As an example, we calculate the number of files and the cumulative size of a directory, in this case, the linux source.

With the io_uring-based Rust implementation, we are about 70% faster than du -bs and more than 3x faster than with tokio without io_uring.

For our test setup, we used a QEMU microvm with an ext2 disk image with host caching disabled.

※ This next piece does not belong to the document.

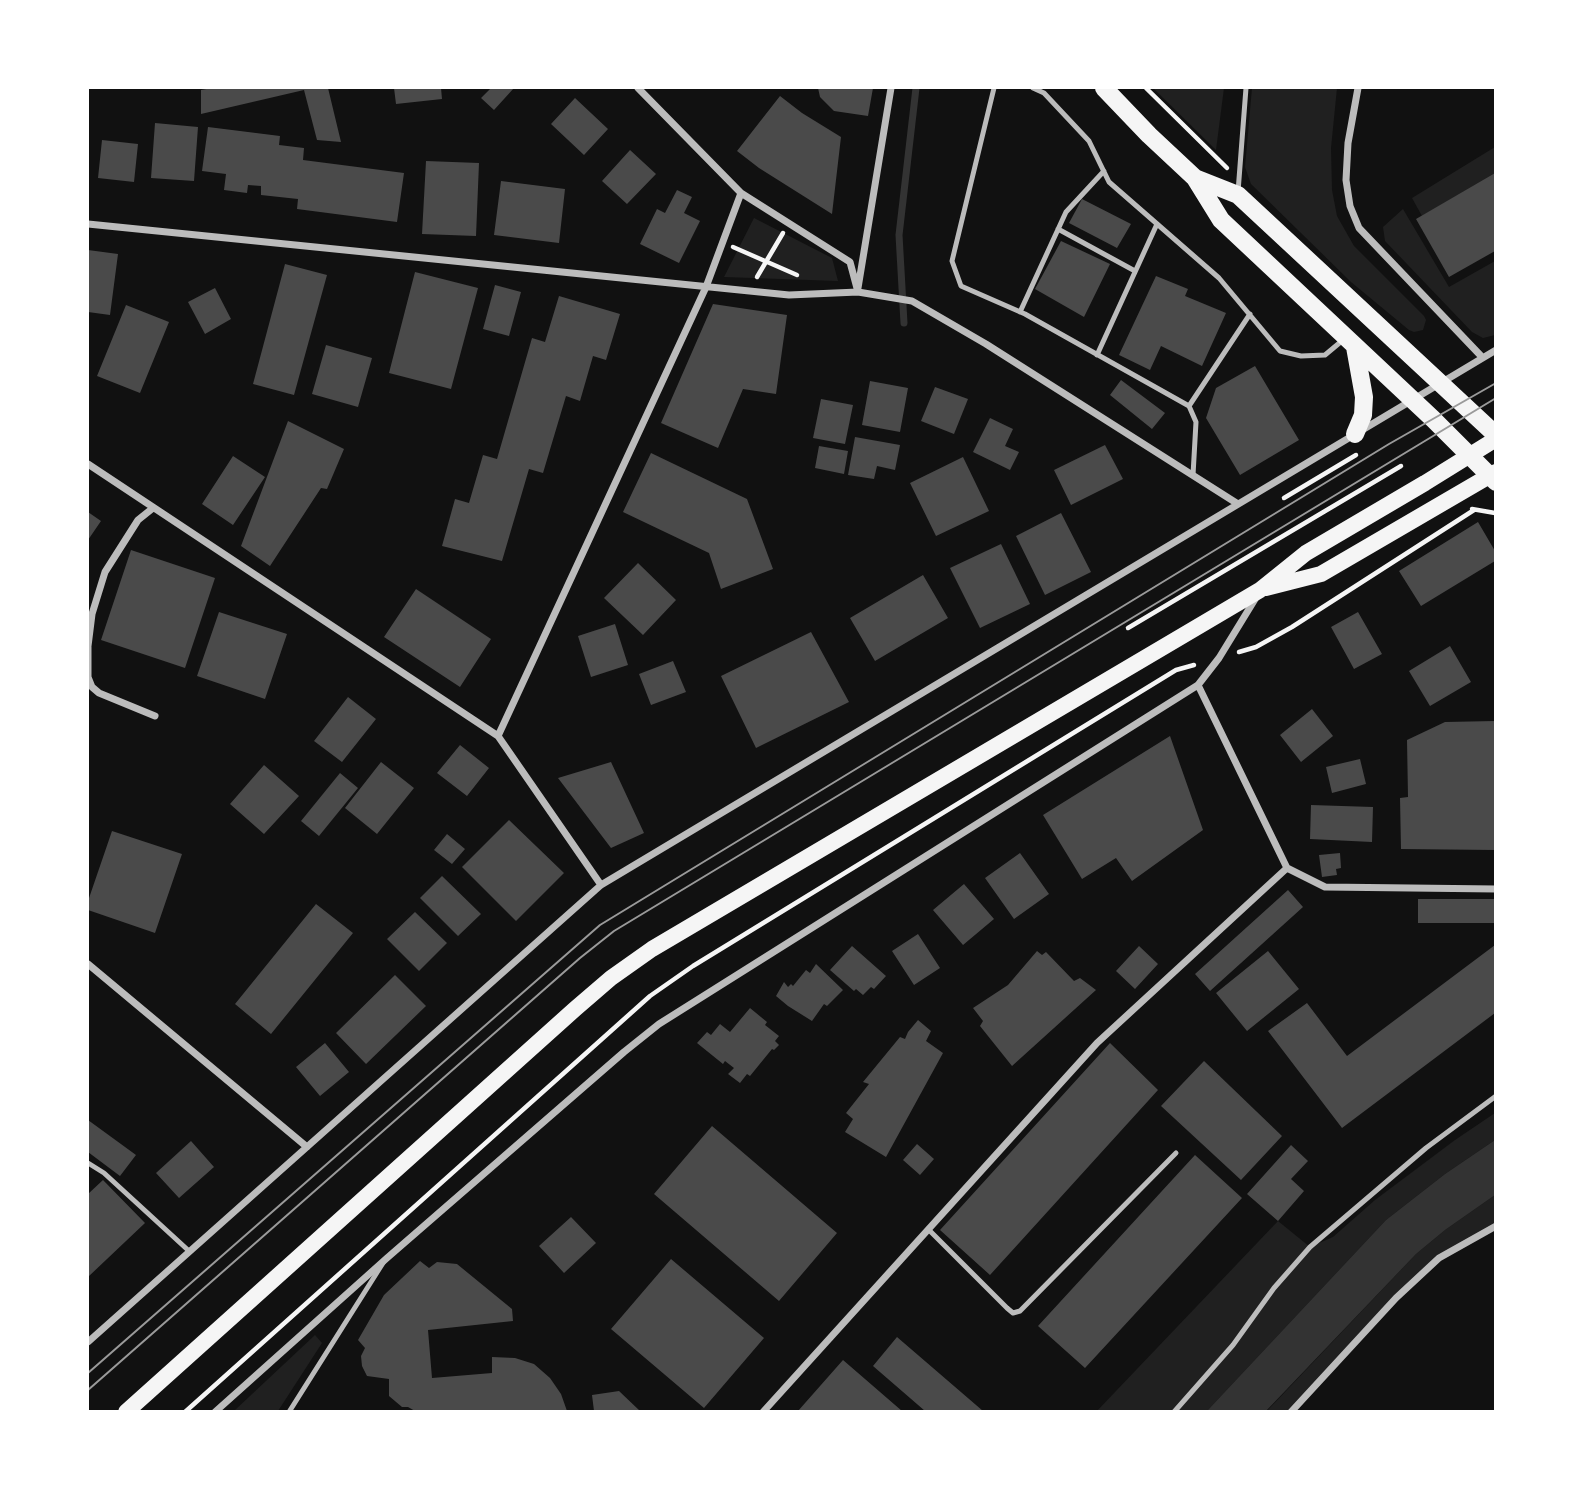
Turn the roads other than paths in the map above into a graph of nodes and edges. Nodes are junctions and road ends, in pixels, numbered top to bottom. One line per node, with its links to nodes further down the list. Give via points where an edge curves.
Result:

$ hyperfine -N --prepare 'sh -c "sync; echo 3 > /proc/sys/vm/drop_caches"' \
    'traverse /usr/local/src/linux' \
    'traverse-iouring /usr/local/src/linux' \
    'du -bs /usr/local/src/linux'`
Benchmark 1: /usr/local/bin/traverse /usr/local/src/linux
  Time (mean ± σ):      1.201 s ±  0.090 s    [User: 1.095 s, System: 0.949 s]
  Range (min … max):    1.070 s …  1.325 s    10 runs
 
Benchmark 2: /usr/local/bin/traverse-iouring /usr/local/src/linux
  Time (mean ± σ):     366.1 ms ±   8.5 ms    [User: 72.3 ms, System: 447.4 ms]
  Range (min … max):   350.1 ms … 375.4 ms    10 runs
 
Benchmark 3: /usr/bin/du -bs /usr/local/src/linux
  Time (mean ± σ):     635.0 ms ±  21.5 ms    [User: 19.9 ms, System: 216.3 ms]
  Range (min … max):   608.8 ms … 676.7 ms    10 runs
 
Summary
  '/usr/local/bin/traverse-iouring /usr/local/src/linux' ran
    1.73 ± 0.07 times faster than '/usr/bin/du -bs /usr/local/src/linux'
    3.28 ± 0.26 times faster than '/usr/local/bin/traverse /usr/local/src/linux'

A single run produces the following output:

$ traverse /usr/local/src/linux
83796 files, 1316815149 bytes

QEMU microvm setup

To test the patched kernel, we use a qemu microvm using an ext2 disk image generated from a Dockerfile.

As init process, we use a simple script, which mounts /proc and /sys and then execs into tini, which we also patched, so that it can reboot the microvm instead of just exiting (which would trigger a kernel panic). The reboot leads to a clean shutdown and lets us use it like a simple container.